DIRECTIONS FOR THIS TASK: Only the lines of the data holding the string "north" need to be returned.

Saved entries:
■ ■ ■ ■ ■ ■ ■
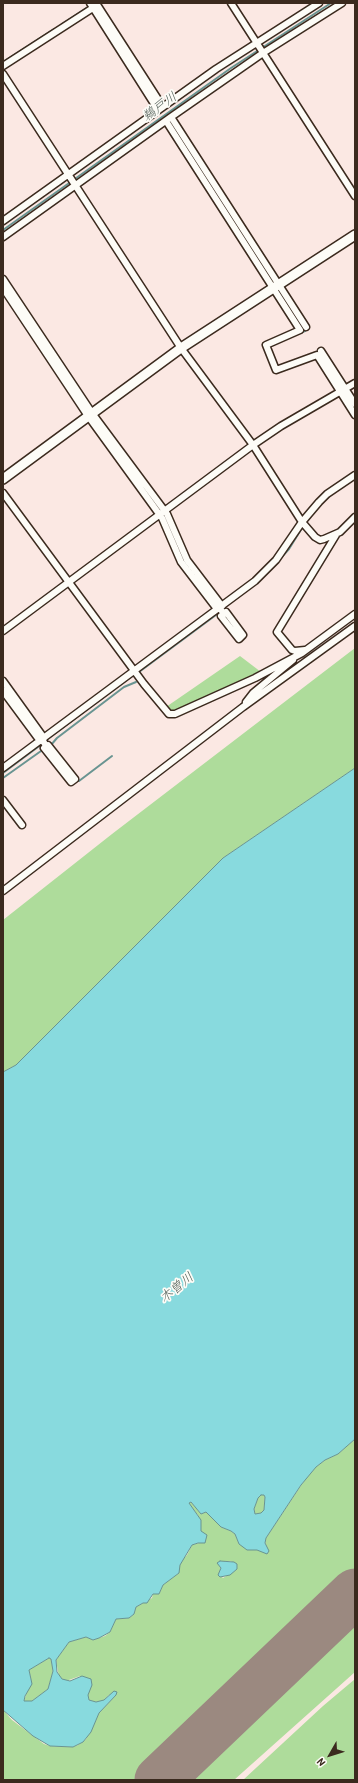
<!DOCTYPE html>
<html>
<head>
<meta charset="utf-8">
<style>
  body { margin:0 }
  #map { position:relative; width:358px; height:1783px; overflow:hidden; background:#fbe8e3; font-family:"Patrick Hand",sans-serif }
  canvas { display:block }
  .frame { position:absolute; inset:0; border:4px solid #3b2a1e; pointer-events:none }
  .north { position:absolute; left:310px; top:1735px; width:40px; height:40px; -webkit-text-stroke:3px #fdfcf7; paint-order:stroke; rotate:231deg; font-size:11px; font-weight:700; line-height:16px; text-align:center; color:#3b2a1e }
  .north::after { content:''; display:block; margin:auto; width:14px; height:18px; background:#3b2a1e; clip-path:polygon(50% 0,100% 100%,50% 72%,0 100%) }
</style>
</head>
<body>
<div id="map">
<canvas width="358" height="1783"></canvas>
<div class="frame"></div>
<div class="north">N</div>
</div>
<script>
const ctx = document.querySelector('canvas').getContext('2d');
ctx.lineJoin = 'round';
function fill(path, color) { ctx.fillStyle = color; ctx.fill(path, 'evenodd'); }
const toPath = rows => new Path2D(rows.map(r => 'M' + r).join(''));
function strokePath(path, color, width, dash) { ctx.strokeStyle = color; ctx.lineWidth = width; ctx.lineCap = dash ? 'butt' : 'round'; ctx.setLineDash(dash || []); ctx.stroke(path); }
function write(font, color, halo, rows, align = 'center') {
  ctx.font = font + ' "Patrick Hand","Klee One",sans-serif'; ctx.lineWidth = 3.5; ctx.setLineDash([]); ctx.textBaseline = 'middle'; ctx.strokeStyle = halo; ctx.fillStyle = color; for (const [text, x, y, turn = 0] of rows) {
    ctx.save(); ctx.translate(x, y); ctx.rotate((+turn || 0) * Math.PI / 180); ctx.textAlign = isNaN(turn) ? turn : align; if (halo) ctx.strokeText(text, 0, 0); ctx.fillText(text, 0, 0); ctx.restore();
  }
}
fill(toPath([
  [355,648,355,768,223,858,16,1065,3,1072,3,920,112,834],
  [240,656,261,672,177,711,171,711,166,707],
  [355,1439,355,1672,234,1780,3,1780,3,1710,12,1720,44,1744,50,1746,73,1747,78,1745,86,1739,99,1713,116,1695,109,1695,104,1700,96,1702,89,1700,80,1676,66,1681,59,1677,56,1660,69,1642,86,1637,93,1640,105,1636,110,1632,116,1619,129,1618,134,1614,136,1607,152,1598,153,1594,159,1594,163,1585,179,1573,178,1568,183,1559,187,1555,192,1545,199,1543,201,1531,198,1515,188,1504,191,1502,201,1514,206,1512,221,1527,231,1531,235,1534,239,1544,266,1547,265,1541,266,1538,306,1478,316,1467,325,1460,338,1454],
  [226,1561,231,1561,237,1569,223,1578,219,1574,221,1570,220,1567],
  [261,1495,264,1495,265,1497,264,1511,261,1513,255,1514,254,1509,258,1498],
  [49,1658,51,1659,53,1671,48,1689,32,1701,24,1701,31,1679,29,1670],
  [355,1679,355,1780,243,1780,323,1706]
]), '#aedc9b');
const water = toPath([
  [355,768,355,1439,338,1454,325,1460,316,1467,301,1485,266,1538,265,1543,269,1551,267,1554,257,1550,247,1550,239,1544,235,1534,231,1531,221,1527,206,1512,201,1514,191,1502,189,1503,201,1520,201,1531,207,1535,205,1543,198,1543,192,1545,180,1565,179,1573,163,1585,159,1594,153,1594,147,1603,143,1603,136,1607,134,1614,129,1618,116,1619,110,1632,99,1638,93,1640,86,1637,69,1642,56,1660,57,1672,62,1679,70,1681,82,1676,91,1679,92,1685,88,1695,89,1700,96,1702,104,1700,114,1691,117,1692,116,1695,99,1713,91,1732,83,1742,73,1747,50,1746,33,1736,3,1710,3,1072,16,1065,223,858,355,768],
  [261,1495,264,1495,265,1497,264,1510,261,1513,255,1514,254,1509,258,1498,261,1495],
  [49,1658,51,1659,53,1671,48,1689,32,1701,24,1701,25,1696,32,1684,29,1670,49,1658],
  [220,1561,234,1562,237,1564,237,1569,230,1575,220,1577,218,1575,221,1568,217,1563,220,1561]
]);
fill(water, '#88dade');
strokePath(water, '#699491', 1);
strokePath(toPath([
  [62,24,88,7],
  [3,62,54,29],
  [3,230,231,68,331,3],
  [254,252,272,280],
  [295,335,305,331,303,327],
  [352,405,355,409],
  [325,500,332,494],
  [306,522,315,511],
  [279,560,289,549,302,528],
  [261,579,276,564],
  [222,609,242,594],
  [139,672,220,612],
  [45,741,135,674],
  [51,745,57,738,124,687,136,682],
  [3,773,42,744],
  [3,778,41,751],
  [79,781,112,756]
]), '#699491', 2);
strokePath(toPath([
  [159,1780,355,1593]
]), '#9b8980', 49);
const street = toPath([
  [90,3,158,110],
  [96,3,163,107],
  [231,3,355,196],
  [3,66,96,6],
  [3,74,181,348,253,445,302,522,315,537,320,540,324,539,340,532,355,517],
  [171,117,306,327],
  [166,121,300,330,266,345,276,370,317,355,355,415],
  [3,221,216,69,319,3],
  [3,237,171,117,263,53,342,3],
  [3,279,92,413,167,514,187,560,222,606],
  [3,288,88,416,162,518,181,562,217,609],
  [321,351,355,404],
  [3,493,144,684,169,714,175,714,255,678,302,653,355,614],
  [219,607,224,614,221,616,239,639,243,635,226,612,224,614],
  [3,631,253,445,281,426,355,383],
  [305,650,295,651,292,650,277,632,336,535],
  [3,681,44,738],
  [3,691,40,741],
  [246,702,253,693,293,660],
  [42,739,46,746,44,748,71,782,75,779,48,745,46,746],
  [3,768,255,581,276,560,302,522,319,502,327,494,355,475],
  [3,800,22,825],
  [3,891,243,707,355,626]
]);
const secondary = toPath([
  [3,479,181,348,355,235]
]);
strokePath(street, '#3b2a1e', 9);
strokePath(secondary, '#3b2a1e', 12);
strokePath(street, '#fdfcf7', 6);
strokePath(secondary, '#fdfcf7', 9);
write('italic 13px', '#525f58', '#fdfcf7', [
  ["鵜戸川",160,107,-36],
  ["木曽川",177,1288,-39]
]);
</script>
</body>
</html>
■ ■ ■ ■ ■ ■ ■
TASK SOLUTION:
  .north { position:absolute; left:310px; top:1735px; width:40px; height:40px; -webkit-text-stroke:3px #fdfcf7; paint-order:stroke; rotate:231deg; font-size:11px; font-weight:700; line-height:16px; text-align:center; color:#3b2a1e }
  .north::after { content:''; display:block; margin:auto; width:14px; height:18px; background:#3b2a1e; clip-path:polygon(50% 0,100% 100%,50% 72%,0 100%) }
<div class="north">N</div>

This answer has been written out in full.